Saturday, April 30, 2016

Blogging from A to Z: Z is for Zout and Zwarte Peper ("salt and black pepper," in Dutch)

During the month of April last year, I participated in the A to Z Blogging Challenge - one alphabet-themed post per day (except Sundays).  I had such a good time with it that I'm doing it again this year.  I'm loosely organized on the theme of downsizing, minimalism, and small-home living that I've learned in 14 years of living on a small boat.  I'm starting with A is for Anchoring Out, Anger-ing Out, and ending with Z is for Zout and Zwarte Peper (Dutch for salt and black pepper). Click on the A to Z logo on the lower left sidebar for links to many other bloggers participating in the challenge.

Chayote (image from here) will forever be associated with Hilda in my mind.  Awkwardly, I later learned that the Jamaican nickname for this mild, zucchini-tasting vegetable sounds remarkably similar to a Spanish slang word for a portion of the female anatomy. 

When we first visualized exploring the US East Coast, Bahamas and Caribbean by boat, I imagined lots of opportunities to explore exotic foods. And to be sure, that happened. Almost twenty years of friendship with my Jamaican friend Hilda began when I asked her, then a near-stranger, how to use an odd greenish vegetable I found in the supermarket. 


I have no idea what these are, or how to eat them. If their name doesn't translate to "porcupine fruit," well, it should!

I'm as happy, no, happier, browsing a new grocery store than I am in a jewelry store. I'm just curious about how people from other cultures make their way in the world. 


Part of a pickup truck load of pineapples

Trinidad's version of the Saturday morning farmer's market
Of course, you can't roam the Caribbean without thinking spices, and we were always on the lookout for the exotic -- especially those without too much extra heat.  (You know you're in trouble when the haban~ero sauce is labelled "mild.") Yet one of the most intriguing things I found in my wanderings was also one of the plainest: salt and pepper. Mixed together in one jar.  


St Martin/St Maarten, I think.  At least, it's labelled in Dutch on one side (zout & zwarte peper) and French on the other (sel & poivre noir). 80% salt mixed with 20% ground black pepper, in one shaker. Handy for picnics or the ultimate minimalist.
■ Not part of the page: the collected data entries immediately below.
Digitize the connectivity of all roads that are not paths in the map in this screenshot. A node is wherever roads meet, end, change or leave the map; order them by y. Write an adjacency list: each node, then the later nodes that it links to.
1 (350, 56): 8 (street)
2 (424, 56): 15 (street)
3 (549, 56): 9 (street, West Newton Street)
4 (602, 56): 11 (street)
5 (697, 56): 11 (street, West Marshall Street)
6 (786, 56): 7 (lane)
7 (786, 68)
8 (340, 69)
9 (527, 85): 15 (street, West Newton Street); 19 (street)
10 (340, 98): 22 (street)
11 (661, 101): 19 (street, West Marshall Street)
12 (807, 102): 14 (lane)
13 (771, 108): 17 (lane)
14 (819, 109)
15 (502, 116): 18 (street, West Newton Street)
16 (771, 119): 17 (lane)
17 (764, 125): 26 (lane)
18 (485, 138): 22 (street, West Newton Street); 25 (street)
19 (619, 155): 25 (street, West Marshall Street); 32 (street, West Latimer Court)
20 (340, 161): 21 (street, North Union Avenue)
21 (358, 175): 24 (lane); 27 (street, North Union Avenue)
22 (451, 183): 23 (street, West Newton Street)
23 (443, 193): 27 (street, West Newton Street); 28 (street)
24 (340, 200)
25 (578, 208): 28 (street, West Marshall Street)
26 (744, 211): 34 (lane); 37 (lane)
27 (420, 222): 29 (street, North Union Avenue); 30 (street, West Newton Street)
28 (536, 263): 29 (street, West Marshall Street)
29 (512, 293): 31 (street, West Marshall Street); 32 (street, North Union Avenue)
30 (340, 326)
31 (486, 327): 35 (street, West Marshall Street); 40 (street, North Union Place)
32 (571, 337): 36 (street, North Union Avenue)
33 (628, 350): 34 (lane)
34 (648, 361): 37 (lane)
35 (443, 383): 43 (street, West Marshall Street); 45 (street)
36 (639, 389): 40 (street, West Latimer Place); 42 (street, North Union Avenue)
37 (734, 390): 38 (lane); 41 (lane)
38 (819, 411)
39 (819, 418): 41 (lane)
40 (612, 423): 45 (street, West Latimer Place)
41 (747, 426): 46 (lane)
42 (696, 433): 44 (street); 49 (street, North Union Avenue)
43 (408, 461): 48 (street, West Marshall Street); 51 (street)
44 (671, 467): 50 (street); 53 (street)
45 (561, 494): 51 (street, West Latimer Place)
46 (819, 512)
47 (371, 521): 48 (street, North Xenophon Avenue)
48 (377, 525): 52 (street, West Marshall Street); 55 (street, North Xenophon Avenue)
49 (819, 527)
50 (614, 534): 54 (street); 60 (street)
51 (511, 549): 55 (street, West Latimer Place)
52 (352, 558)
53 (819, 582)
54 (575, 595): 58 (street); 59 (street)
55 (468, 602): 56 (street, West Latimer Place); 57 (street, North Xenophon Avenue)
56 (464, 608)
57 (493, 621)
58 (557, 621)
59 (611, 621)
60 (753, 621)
As we've downsized and streamlined and minimalized and downsized some more, the topic of cooking ingredients in general -- and spices in particular -- took up a disproportionate amount of space in our minds and on our boat. We would invariably bring back a packet of something exotic to try and recreate an interesting flavor, only to be disappointed months later when what we did failed to match our memories.  In fact most of our carefully-selected herbs and spices resembled jars of gray sawdust more than the bursts of flavor we were aiming for. That, we learned, was because heat and sunlight and humidity -- all things we have in abundance aboard -- are the enemies of freshness. We tried different kinds of jars and transitioned to blends instead of individual spices, reasoning that if we had less of each, we'd have a decent chance of using them up before they went bad, and save space at the same time.  Our lockers are now full of blackened fish rub, curry blend, chili powder, Italian seasoning mix, sweet baking blend (ginger, cinnamon, nutmeg, allspice, cloves) ... but we never thought of the very simplest and most basic combo. That, to me, is the ultimate benefit of travel -- to reexamine ordinary things you've always taken for granted.

= = = = =

This concludes my "official" A to Z posts.  The challenge was fun, and tiring, and, well ... challenging. I met some interesting new bloggers and had lots of fun following 5 other boat bloggers (listed in the lower right sidebar). I'll be back to posting roughly weekly, or whenever I have something cool to talk about, next week.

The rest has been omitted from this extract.